(Stored data entries)
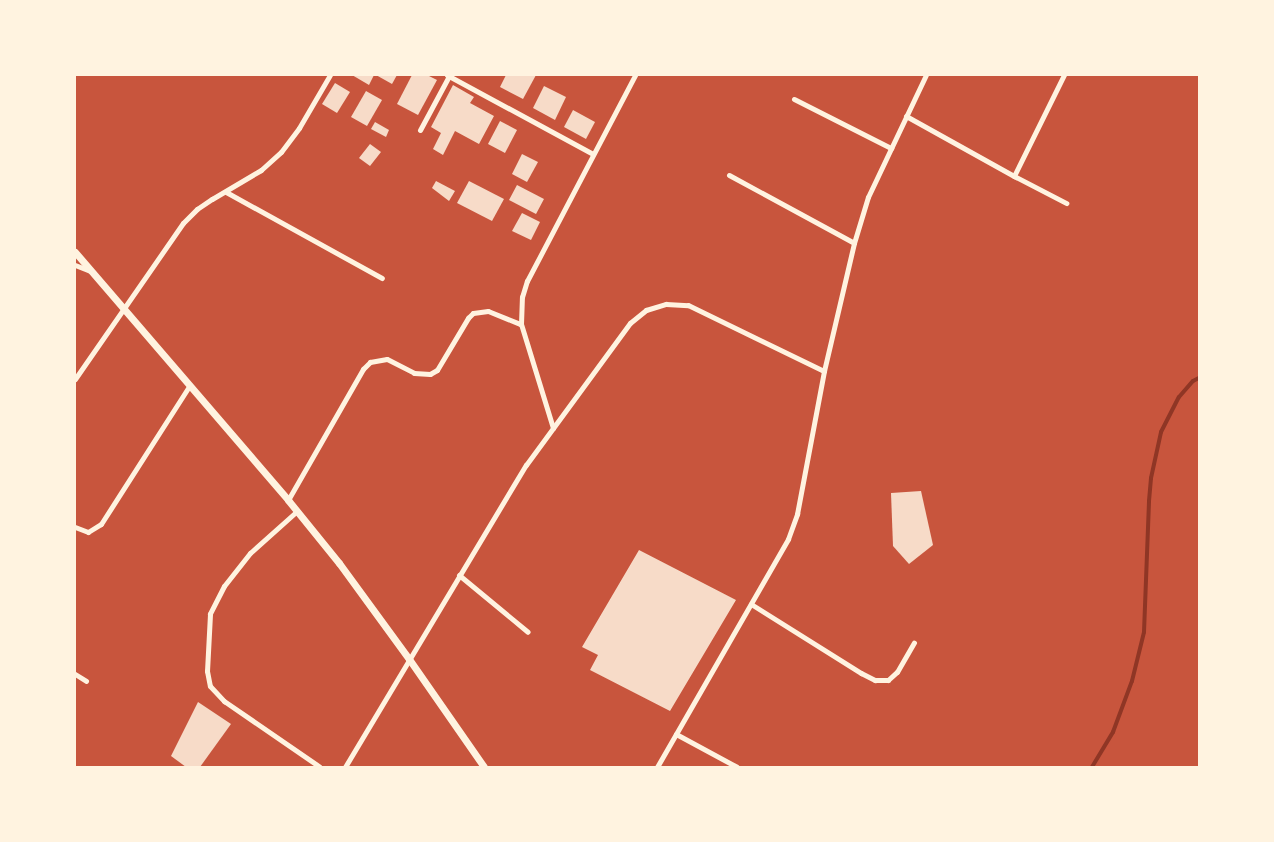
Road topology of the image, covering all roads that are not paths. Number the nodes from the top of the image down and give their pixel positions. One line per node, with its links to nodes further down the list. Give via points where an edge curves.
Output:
1 (330, 75): 13 (street, via 281,152 261,170)
2 (635, 75): 10 (street)
3 (926, 75): 7 (street)
4 (1064, 75): 12 (street)
5 (448, 76): 8 (street); 10 (street)
6 (794, 99): 9 (street)
7 (906, 116): 9 (street); 12 (street)
8 (420, 130)
9 (891, 148): 15 (street, via 868,197)
10 (594, 154): 21 (street, via 527,281 520,311)
11 (730, 175): 15 (street)
12 (1014, 176): 14 (street)
13 (226, 192): 19 (street); 20 (street, via 197,209 183,224)
14 (1066, 204)
15 (854, 243): 22 (street)
16 (75, 252): 18 (street)
17 (75, 265): 18 (street)
18 (92, 271): 20 (street)
19 (382, 278)
20 (124, 308): 23 (street); 24 (street)
21 (521, 324): 25 (street); 26 (street, via 488,311 473,313 436,370 430,374 414,373 387,360 370,362 363,368)
22 (824, 371): 25 (street, via 688,305 666,304 646,310 630,323); 30 (street, via 797,514 788,539)
23 (75, 379)
24 (190, 385): 26 (street); 28 (street, via 101,524 88,532)
25 (553, 428): 29 (street, via 526,465)
26 (288, 500): 27 (street)
27 (297, 511): 33 (street); 37 (street, via 250,553 224,586 210,614 207,671 210,686 224,701)
28 (75, 527)
29 (460, 575): 31 (street); 33 (street)
30 (751, 604): 32 (street, via 875,680 888,680 897,672); 36 (street)
31 (528, 632)
32 (914, 643)
33 (409, 659): 38 (street); 39 (street)
34 (75, 674): 35 (street)
35 (86, 681)
36 (676, 734): 40 (street); 41 (street)
37 (320, 767)
38 (345, 767)
39 (484, 767)
40 (657, 767)
41 (737, 767)

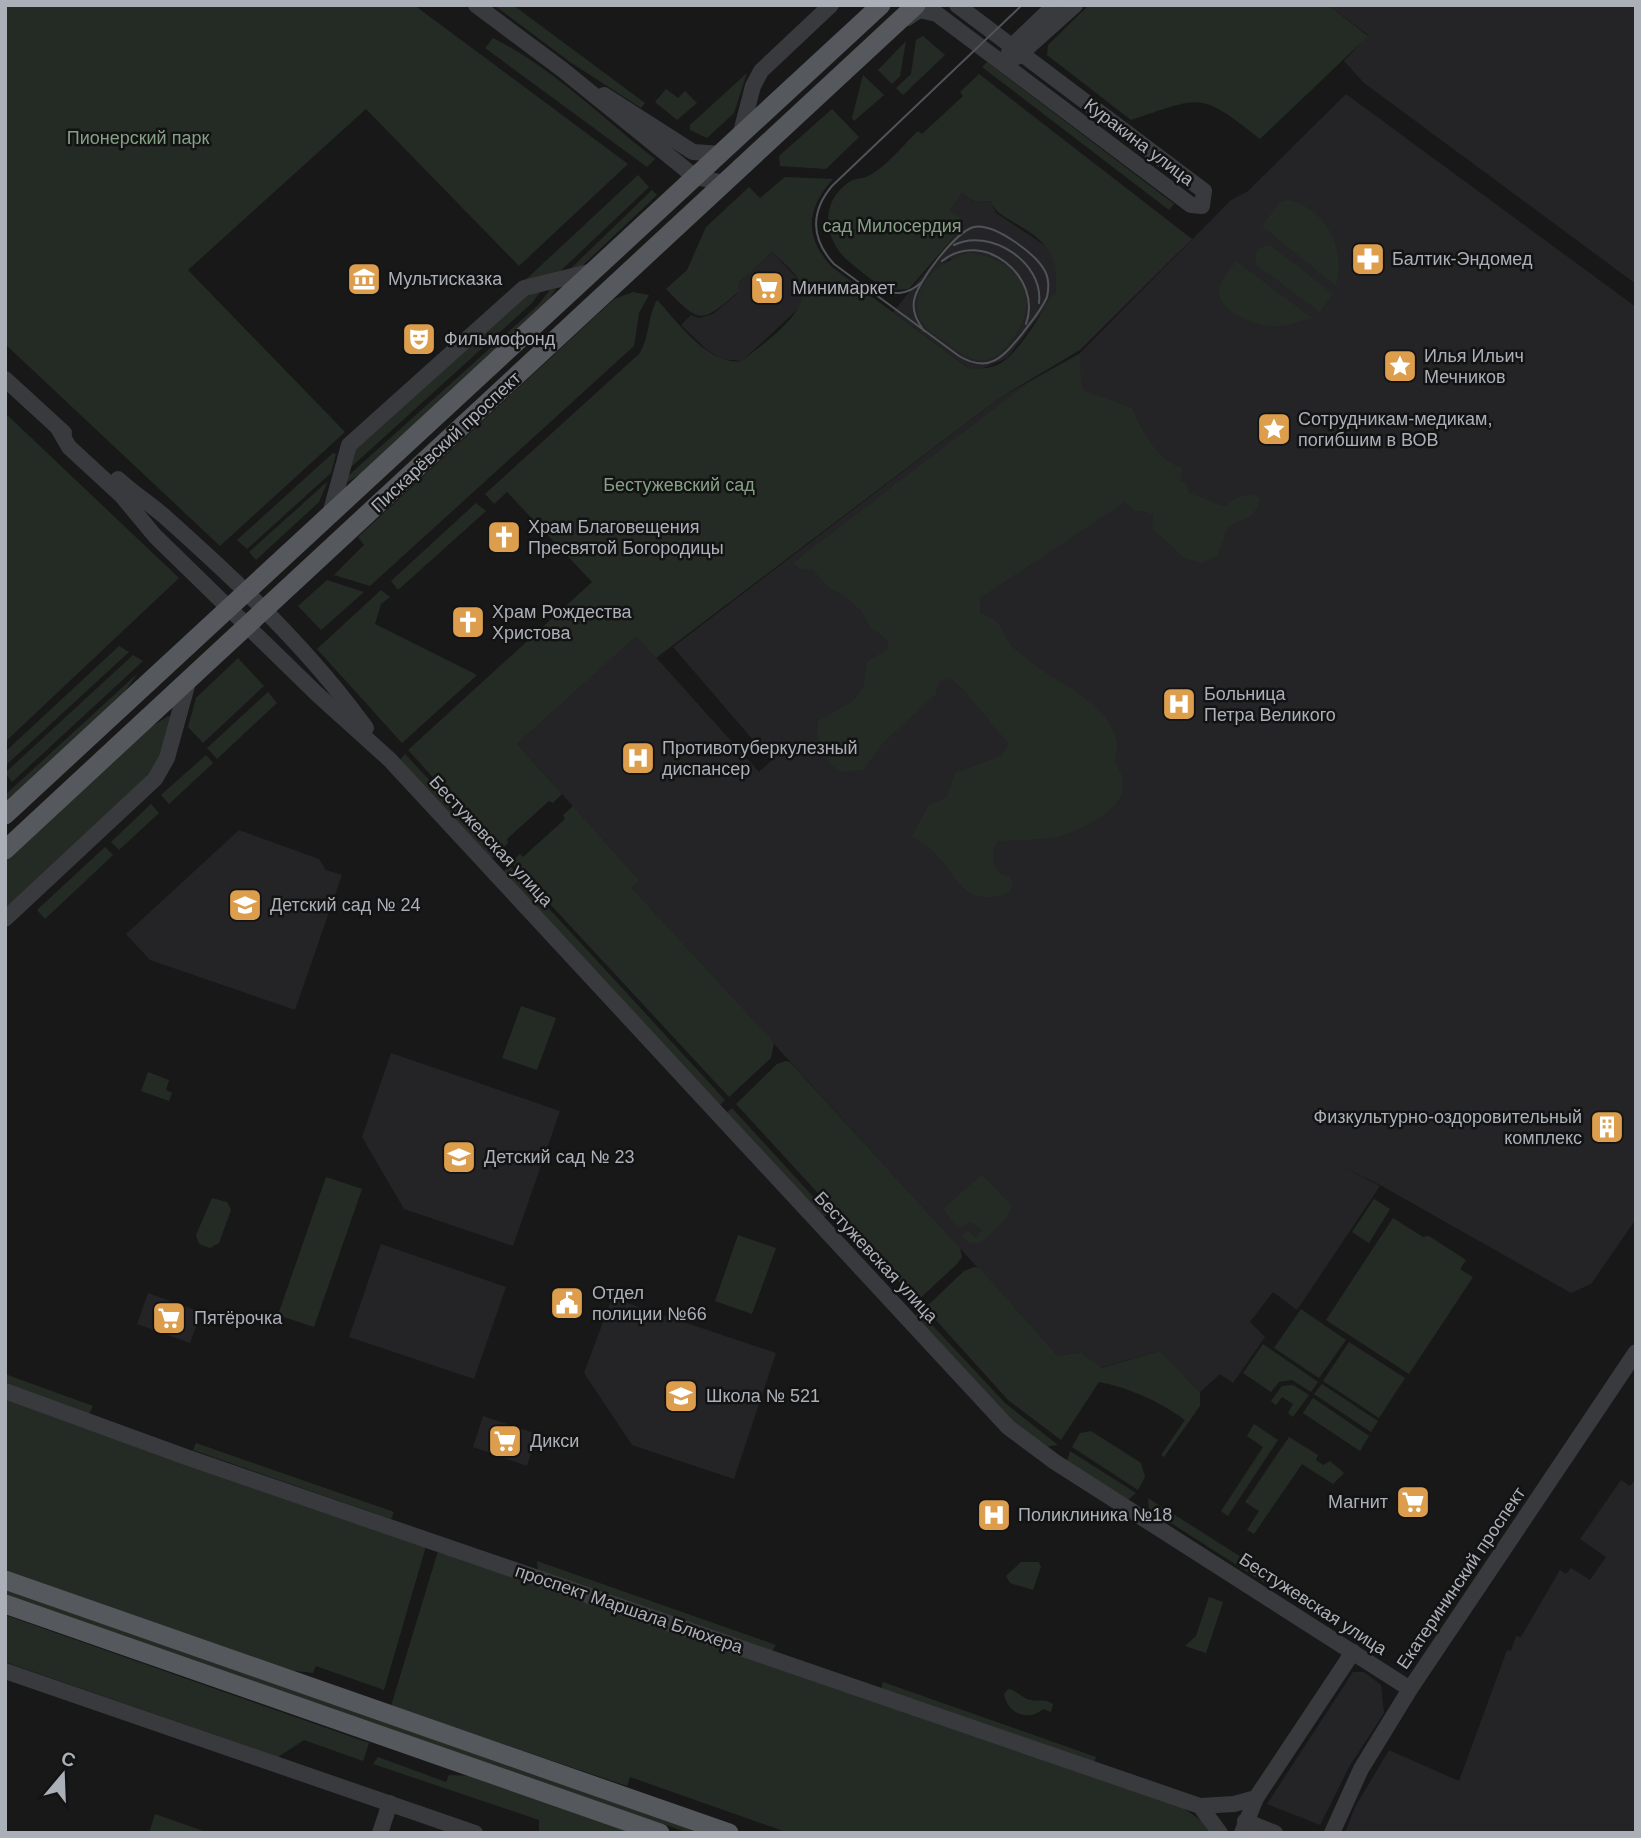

**WORK ORDER**. Repeat the records word for word. Any picture in them should be left out.

**THE COMPLETED TASK**.
Road topology of the image, covering all roads that are not paths. Number the nodes from the top of the image down and give their pixel positions. One line per node, with its links to nodes further down the list. Give via points where an edge curves.
Output:
1 (330, 75): 13 (street, via 281,152 261,170)
2 (635, 75): 10 (street)
3 (926, 75): 7 (street)
4 (1064, 75): 12 (street)
5 (448, 76): 8 (street); 10 (street)
6 (794, 99): 9 (street)
7 (906, 116): 9 (street); 12 (street)
8 (420, 130)
9 (891, 148): 15 (street, via 868,197)
10 (594, 154): 21 (street, via 527,281 520,311)
11 (730, 175): 15 (street)
12 (1014, 176): 14 (street)
13 (226, 192): 19 (street); 20 (street, via 197,209 183,224)
14 (1066, 204)
15 (854, 243): 22 (street)
16 (75, 252): 18 (street)
17 (75, 265): 18 (street)
18 (92, 271): 20 (street)
19 (382, 278)
20 (124, 308): 23 (street); 24 (street)
21 (521, 324): 25 (street); 26 (street, via 488,311 473,313 436,370 430,374 414,373 387,360 370,362 363,368)
22 (824, 371): 25 (street, via 688,305 666,304 646,310 630,323); 30 (street, via 797,514 788,539)
23 (75, 379)
24 (190, 385): 26 (street); 28 (street, via 101,524 88,532)
25 (553, 428): 29 (street, via 526,465)
26 (288, 500): 27 (street)
27 (297, 511): 33 (street); 37 (street, via 250,553 224,586 210,614 207,671 210,686 224,701)
28 (75, 527)
29 (460, 575): 31 (street); 33 (street)
30 (751, 604): 32 (street, via 875,680 888,680 897,672); 36 (street)
31 (528, 632)
32 (914, 643)
33 (409, 659): 38 (street); 39 (street)
34 (75, 674): 35 (street)
35 (86, 681)
36 (676, 734): 40 (street); 41 (street)
37 (320, 767)
38 (345, 767)
39 (484, 767)
40 (657, 767)
41 (737, 767)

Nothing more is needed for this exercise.